** MATERIAL TO PROCESS **
********

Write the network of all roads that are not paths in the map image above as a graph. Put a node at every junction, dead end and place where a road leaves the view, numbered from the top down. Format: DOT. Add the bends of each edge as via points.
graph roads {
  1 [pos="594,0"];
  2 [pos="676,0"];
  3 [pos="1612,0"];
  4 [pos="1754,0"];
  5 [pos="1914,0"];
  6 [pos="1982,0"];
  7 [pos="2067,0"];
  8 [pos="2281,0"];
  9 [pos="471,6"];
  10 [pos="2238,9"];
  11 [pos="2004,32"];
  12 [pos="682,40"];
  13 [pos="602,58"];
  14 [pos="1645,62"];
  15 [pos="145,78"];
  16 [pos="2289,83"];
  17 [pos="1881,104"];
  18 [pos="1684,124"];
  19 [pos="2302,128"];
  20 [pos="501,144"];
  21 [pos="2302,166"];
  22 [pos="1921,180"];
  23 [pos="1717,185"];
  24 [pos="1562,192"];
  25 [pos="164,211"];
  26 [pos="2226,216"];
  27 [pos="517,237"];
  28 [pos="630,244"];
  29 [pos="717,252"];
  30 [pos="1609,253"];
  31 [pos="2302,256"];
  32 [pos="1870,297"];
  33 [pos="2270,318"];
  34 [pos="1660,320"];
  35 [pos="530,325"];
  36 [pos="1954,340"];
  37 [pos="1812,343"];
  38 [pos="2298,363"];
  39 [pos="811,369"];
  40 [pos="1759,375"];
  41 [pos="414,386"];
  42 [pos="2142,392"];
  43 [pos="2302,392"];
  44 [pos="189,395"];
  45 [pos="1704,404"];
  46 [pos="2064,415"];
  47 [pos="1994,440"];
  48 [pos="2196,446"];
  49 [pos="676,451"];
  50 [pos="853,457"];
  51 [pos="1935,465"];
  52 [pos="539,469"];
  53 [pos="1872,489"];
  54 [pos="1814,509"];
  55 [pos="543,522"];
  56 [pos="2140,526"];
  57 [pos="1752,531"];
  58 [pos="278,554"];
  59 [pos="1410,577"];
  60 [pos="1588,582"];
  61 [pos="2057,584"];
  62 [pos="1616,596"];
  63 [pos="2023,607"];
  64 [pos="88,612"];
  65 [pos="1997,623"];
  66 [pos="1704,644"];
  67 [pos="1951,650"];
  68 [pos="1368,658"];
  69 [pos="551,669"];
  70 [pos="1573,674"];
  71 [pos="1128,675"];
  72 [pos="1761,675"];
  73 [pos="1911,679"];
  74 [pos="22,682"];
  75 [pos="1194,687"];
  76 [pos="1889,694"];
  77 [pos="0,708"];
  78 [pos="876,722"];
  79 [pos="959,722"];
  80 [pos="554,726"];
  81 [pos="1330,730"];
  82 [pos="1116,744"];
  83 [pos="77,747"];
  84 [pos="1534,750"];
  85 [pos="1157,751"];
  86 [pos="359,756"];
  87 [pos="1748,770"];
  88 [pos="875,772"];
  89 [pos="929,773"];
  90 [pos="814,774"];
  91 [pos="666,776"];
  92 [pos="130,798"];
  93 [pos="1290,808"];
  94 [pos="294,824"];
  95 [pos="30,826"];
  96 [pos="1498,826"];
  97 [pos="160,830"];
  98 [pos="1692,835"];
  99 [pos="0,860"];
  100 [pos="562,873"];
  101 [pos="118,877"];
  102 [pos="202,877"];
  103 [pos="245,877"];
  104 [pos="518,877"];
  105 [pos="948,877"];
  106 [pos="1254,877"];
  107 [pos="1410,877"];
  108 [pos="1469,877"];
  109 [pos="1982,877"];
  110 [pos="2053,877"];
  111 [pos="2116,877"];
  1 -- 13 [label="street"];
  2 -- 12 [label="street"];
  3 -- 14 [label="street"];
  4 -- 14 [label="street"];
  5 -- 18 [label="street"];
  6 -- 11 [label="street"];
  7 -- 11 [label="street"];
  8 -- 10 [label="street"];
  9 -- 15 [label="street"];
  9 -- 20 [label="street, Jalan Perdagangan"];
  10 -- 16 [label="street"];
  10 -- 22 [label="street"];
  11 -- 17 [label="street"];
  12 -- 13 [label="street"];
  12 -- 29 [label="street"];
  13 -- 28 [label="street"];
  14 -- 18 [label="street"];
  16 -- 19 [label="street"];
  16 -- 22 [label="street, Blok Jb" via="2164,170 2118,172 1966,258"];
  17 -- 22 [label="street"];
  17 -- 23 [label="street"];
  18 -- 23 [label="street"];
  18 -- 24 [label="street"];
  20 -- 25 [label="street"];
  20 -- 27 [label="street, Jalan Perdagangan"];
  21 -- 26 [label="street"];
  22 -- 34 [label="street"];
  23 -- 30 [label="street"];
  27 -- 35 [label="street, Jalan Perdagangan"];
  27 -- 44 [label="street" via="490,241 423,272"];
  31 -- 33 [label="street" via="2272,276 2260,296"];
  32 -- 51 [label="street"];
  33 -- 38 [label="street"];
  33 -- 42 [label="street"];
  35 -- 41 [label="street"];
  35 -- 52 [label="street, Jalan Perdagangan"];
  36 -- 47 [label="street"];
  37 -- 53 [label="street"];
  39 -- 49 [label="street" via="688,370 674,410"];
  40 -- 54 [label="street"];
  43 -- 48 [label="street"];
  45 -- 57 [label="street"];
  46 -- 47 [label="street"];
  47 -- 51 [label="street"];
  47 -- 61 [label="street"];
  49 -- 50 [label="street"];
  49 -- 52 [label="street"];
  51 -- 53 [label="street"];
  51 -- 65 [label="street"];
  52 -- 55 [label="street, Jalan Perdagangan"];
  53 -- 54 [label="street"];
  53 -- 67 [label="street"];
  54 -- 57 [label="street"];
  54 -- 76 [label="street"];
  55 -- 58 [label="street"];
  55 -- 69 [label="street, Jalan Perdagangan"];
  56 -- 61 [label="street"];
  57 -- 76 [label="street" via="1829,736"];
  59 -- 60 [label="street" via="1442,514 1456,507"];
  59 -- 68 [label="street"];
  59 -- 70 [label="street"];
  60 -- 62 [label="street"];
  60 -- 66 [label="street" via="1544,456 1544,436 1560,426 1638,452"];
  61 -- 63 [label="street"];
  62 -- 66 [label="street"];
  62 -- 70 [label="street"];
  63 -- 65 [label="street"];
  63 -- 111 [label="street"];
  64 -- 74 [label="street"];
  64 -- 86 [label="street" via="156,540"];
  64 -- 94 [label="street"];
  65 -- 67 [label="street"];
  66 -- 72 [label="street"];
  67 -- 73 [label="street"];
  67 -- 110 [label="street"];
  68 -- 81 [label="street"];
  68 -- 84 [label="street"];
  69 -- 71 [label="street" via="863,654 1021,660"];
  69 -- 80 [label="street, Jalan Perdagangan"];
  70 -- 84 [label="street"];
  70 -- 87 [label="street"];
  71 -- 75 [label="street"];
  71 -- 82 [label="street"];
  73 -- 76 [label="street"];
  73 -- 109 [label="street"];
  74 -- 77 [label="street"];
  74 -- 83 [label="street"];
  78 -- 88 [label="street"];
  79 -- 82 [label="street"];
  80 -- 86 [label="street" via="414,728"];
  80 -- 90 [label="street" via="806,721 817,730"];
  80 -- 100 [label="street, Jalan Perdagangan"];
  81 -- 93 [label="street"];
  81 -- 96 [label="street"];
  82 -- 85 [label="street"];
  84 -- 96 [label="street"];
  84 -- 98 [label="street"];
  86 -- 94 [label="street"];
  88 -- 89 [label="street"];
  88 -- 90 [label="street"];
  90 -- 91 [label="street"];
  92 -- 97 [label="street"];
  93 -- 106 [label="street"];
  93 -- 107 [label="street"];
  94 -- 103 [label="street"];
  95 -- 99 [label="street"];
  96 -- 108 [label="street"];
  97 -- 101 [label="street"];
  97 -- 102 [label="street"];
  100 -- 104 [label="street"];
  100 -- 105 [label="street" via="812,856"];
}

********

** TASK DIRECTIONS **
For each line above that contains the word "Jalan", copy that line.

** YOUR SOLUTION **
  9 -- 20 [label="street, Jalan Perdagangan"];
  20 -- 27 [label="street, Jalan Perdagangan"];
  27 -- 35 [label="street, Jalan Perdagangan"];
  35 -- 52 [label="street, Jalan Perdagangan"];
  52 -- 55 [label="street, Jalan Perdagangan"];
  55 -- 69 [label="street, Jalan Perdagangan"];
  69 -- 80 [label="street, Jalan Perdagangan"];
  80 -- 100 [label="street, Jalan Perdagangan"];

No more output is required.